Hundreds of nurses, midwives, personal care workers and community members braved cold weather and the threat of rain for the Victorian launch of the ANMF’s national campaign for mandated staffing ratios in aged care.
Former ACTU Secretary, now federal Labor MP for Batman, Ged Kearney, ANMF Federal Acting Secretary Annie Butler, and Victorian Senator Derryn Hinch, joined ANMF (Vic Branch) Secretary Lisa Fitzpatrick in calling on the Turnbull Government and the Federal Opposition to stand up for the vulnerable and elderly, and make aged care staffing ratios law.
The launch was held on International Nurses Day, 12 May, in Queens Park, Moonee Ponds, the heart of Federal Opposition Leader Bill Shorten’s Maribyrnong electorate. The ANMF is urging the Federal Labor Party to support mandated aged care staffing ratios in the lead-up to the next federal election.
Ms Kearney, who was also a previous Federal ANMF Secretary, praised ANMF members who ‘always stand up for what is right’.
‘You come out on a cold blustery morning like this to fight for aged care,’ Ms Kearney said. ‘To fight for the wonderful people we care for in aged care.’

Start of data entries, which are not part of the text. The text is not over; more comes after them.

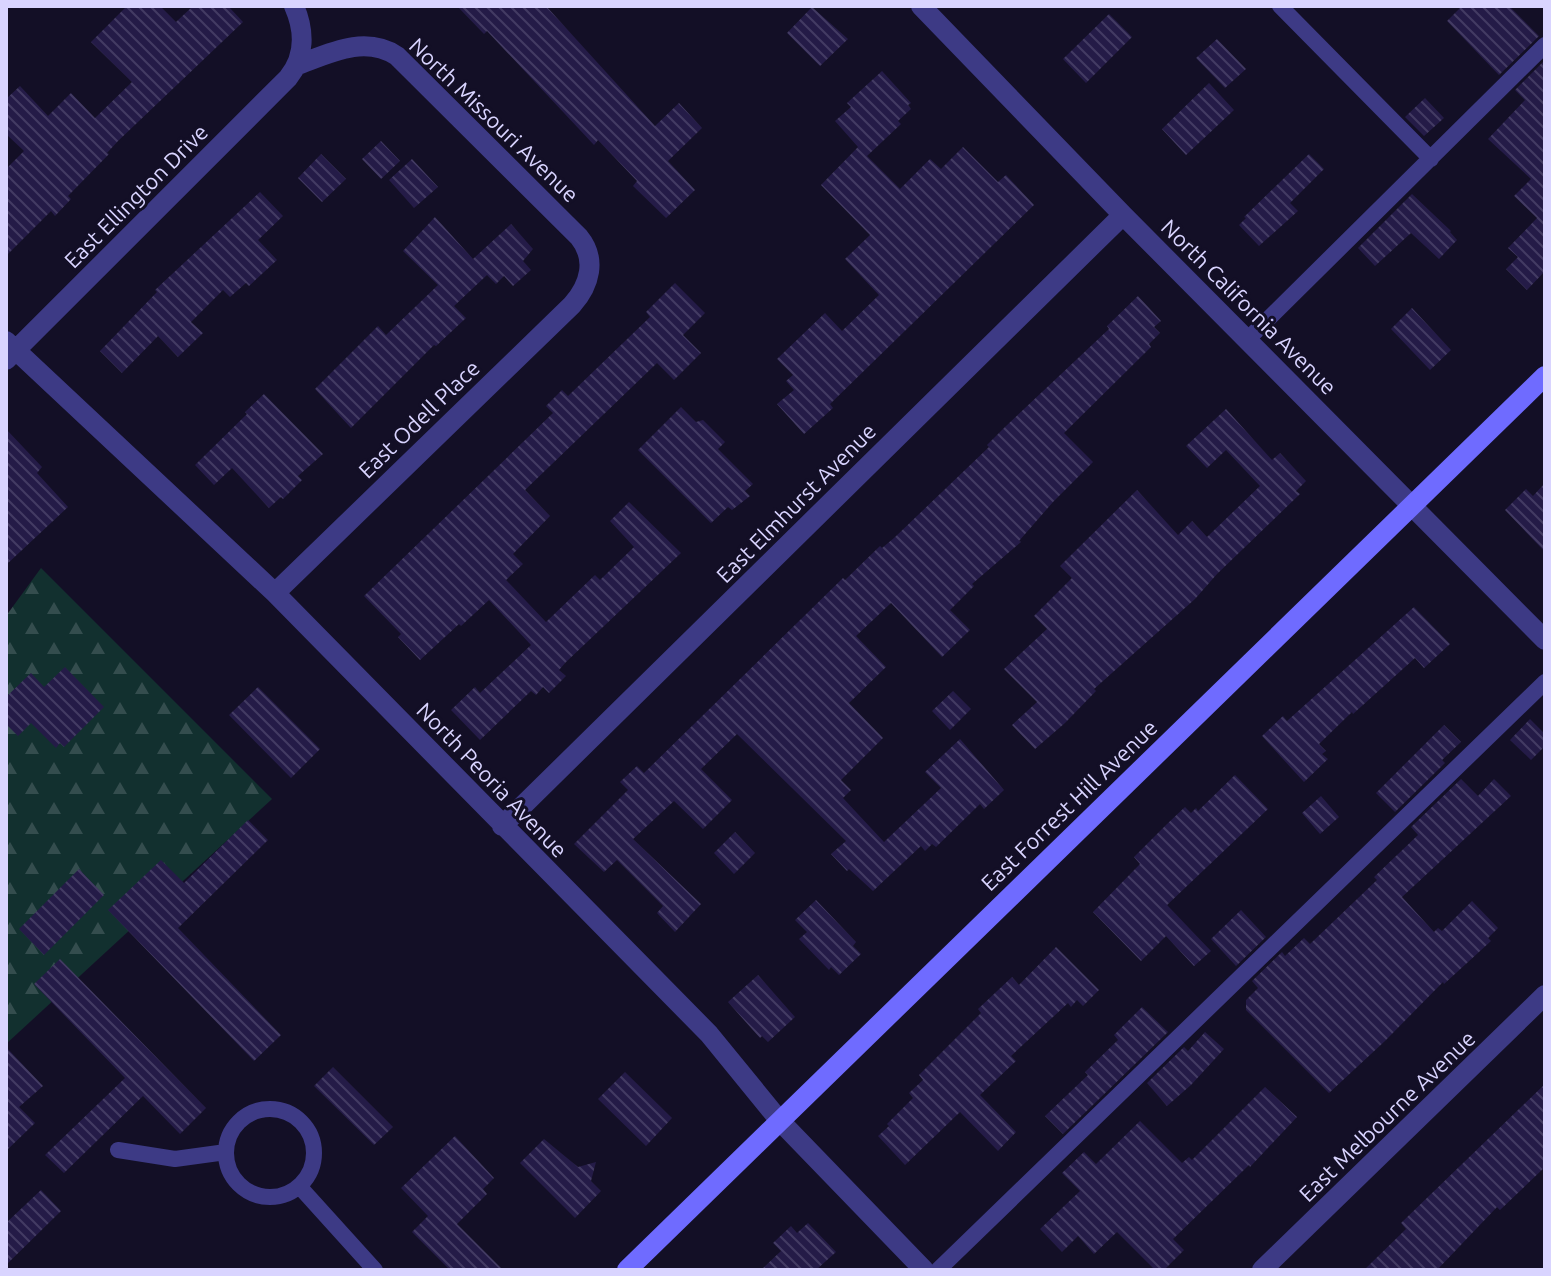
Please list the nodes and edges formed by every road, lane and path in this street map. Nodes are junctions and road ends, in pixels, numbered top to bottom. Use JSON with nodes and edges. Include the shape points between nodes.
{"nodes":[{"id":1,"x":294,"y":6,"type":"edge"},
{"id":2,"x":921,"y":6,"type":"edge"},
{"id":3,"x":1280,"y":6,"type":"edge"},
{"id":4,"x":1545,"y":45,"type":"edge"},
{"id":5,"x":298,"y":65,"type":"junction"},
{"id":6,"x":1431,"y":159,"type":"junction"},
{"id":7,"x":1123,"y":215,"type":"junction"},
{"id":8,"x":588,"y":274,"type":"joint"},
{"id":9,"x":1247,"y":340,"type":"junction"},
{"id":10,"x":9,"y":350,"type":"edge"},
{"id":11,"x":1545,"y":376,"type":"edge"},
{"id":12,"x":1412,"y":504,"type":"junction"},
{"id":13,"x":275,"y":593,"type":"junction"},
{"id":14,"x":1545,"y":640,"type":"edge"},
{"id":15,"x":1545,"y":682,"type":"edge"},
{"id":16,"x":502,"y":826,"type":"junction"},
{"id":17,"x":1545,"y":995,"type":"edge"},
{"id":18,"x":780,"y":1121,"type":"junction"},
{"id":19,"x":118,"y":1150,"type":"dead end"},
{"id":20,"x":226,"y":1152,"type":"junction"},
{"id":21,"x":299,"y":1186,"type":"junction"},
{"id":22,"x":375,"y":1270,"type":"edge"},
{"id":23,"x":627,"y":1270,"type":"edge"},
{"id":24,"x":924,"y":1270,"type":"edge"},
{"id":25,"x":938,"y":1270,"type":"edge"},
{"id":26,"x":1262,"y":1270,"type":"edge"}],
"edges":[{"from":1,"to":5,"type":"street","via":[[302,35]]},
{"from":2,"to":7,"type":"street","name":"North California Avenue"},
{"from":3,"to":6,"type":"lane"},
{"from":4,"to":6,"type":"lane"},
{"from":5,"to":8,"type":"street","name":"North Missouri Avenue","via":[[359,46],[379,47],[397,56],[579,237],[589,256]]},
{"from":5,"to":10,"type":"street","name":"East Ellington Drive"},
{"from":6,"to":9,"type":"lane"},
{"from":7,"to":9,"type":"street","name":"North California Avenue"},
{"from":7,"to":16,"type":"street","name":"East Elmhurst Avenue"},
{"from":8,"to":13,"type":"street","name":"East Odell Place","via":[[572,305]]},
{"from":9,"to":12,"type":"street","name":"North California Avenue"},
{"from":10,"to":13,"type":"street","name":"North Peoria Avenue"},
{"from":11,"to":12,"type":"main road","name":"East Forrest Hill Avenue"},
{"from":12,"to":14,"type":"street","name":"North California Avenue"},
{"from":12,"to":18,"type":"main road","name":"East Forrest Hill Avenue"},
{"from":13,"to":16,"type":"street","name":"North Peoria Avenue"},
{"from":15,"to":25,"type":"lane"},
{"from":16,"to":18,"type":"street","name":"North Peoria Avenue","via":[[719,1045]]},
{"from":17,"to":26,"type":"street","name":"East Melbourne Avenue"},
{"from":18,"to":23,"type":"main road","name":"East Forrest Hill Avenue"},
{"from":18,"to":24,"type":"street","name":"North Peoria Avenue"},
{"from":19,"to":20,"type":"lane","via":[[175,1159]]},
{"from":20,"to":21,"type":"lane","via":[[234,1179],[258,1196],[287,1194]]},
{"from":20,"to":21,"type":"lane","via":[[229,1137],[247,1115],[261,1110],[289,1113],[309,1133],[313,1147],[308,1175]]},
{"from":21,"to":22,"type":"lane"}]}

‘It’s worth it!’ an aged care nurse responded. ‘It is worth it,’ Ms Kearney said. ‘And this is what so many politicians just don’t get.
‘For so many people, they look at aged care and say “Billions and billions of dollars. Where are we going to get billions of dollars?”
‘But we look at aged care and we see the wonderful people we care for, who deserve dignity in their older age, the people who deserve to have a decent meal every day, who deserve to have decent hygiene, who deserve to have their wounds cared for, who deserve to get their medications on time and correctly administered, who deserve a tender loving hand every now and then.
‘And you know, sure, it costs money to do that. But you know what? As someone just yelled out, it’s worth it.’
Ms Kearney chastised the Turnbull Government for ripping billions of dollars out of aged care and guaranteed that she would be a voice for nursing home residents in Federal Parliament.
ANMF (Vic Branch) Secretary Lisa Fitzpatrick thanked the crowd for coming along to push for staffing ratios to address the ‘parlous state of private aged care’.
She said the introduction of legislated ratios in the Victorian public healthcare system had not been ‘the end of the world’; they had ensured better and safer care.
‘And no-one deserves that more than the people who have served this country (and) paid their taxes for decades.’
Ms Butler said that the aged care crisis must be fixed ‘because a carer cannot continue to wash, feed, mobilise 16 residents in just 45 minutes and because a registered nurse cannot continue to manage the total care of more than 70 residents, or more than 100, or as happens in some states, more than 200 residents.
‘And because relatives can no longer watch their elderly loved ones suffer. Nurses and carers working in aged care are doing their very best but it’s close to impossible to provide the care they know their elderly residents need.’
Senator Derryn Hinch has introduced legislation for staffing ratios in aged care to Parliament but has won little support from fellow MPs. Senator Hinch, who was jailed for contempt of court during his previous career as a radio presenter, told the crowd that in prison he ate better food than residents of aged care facilities.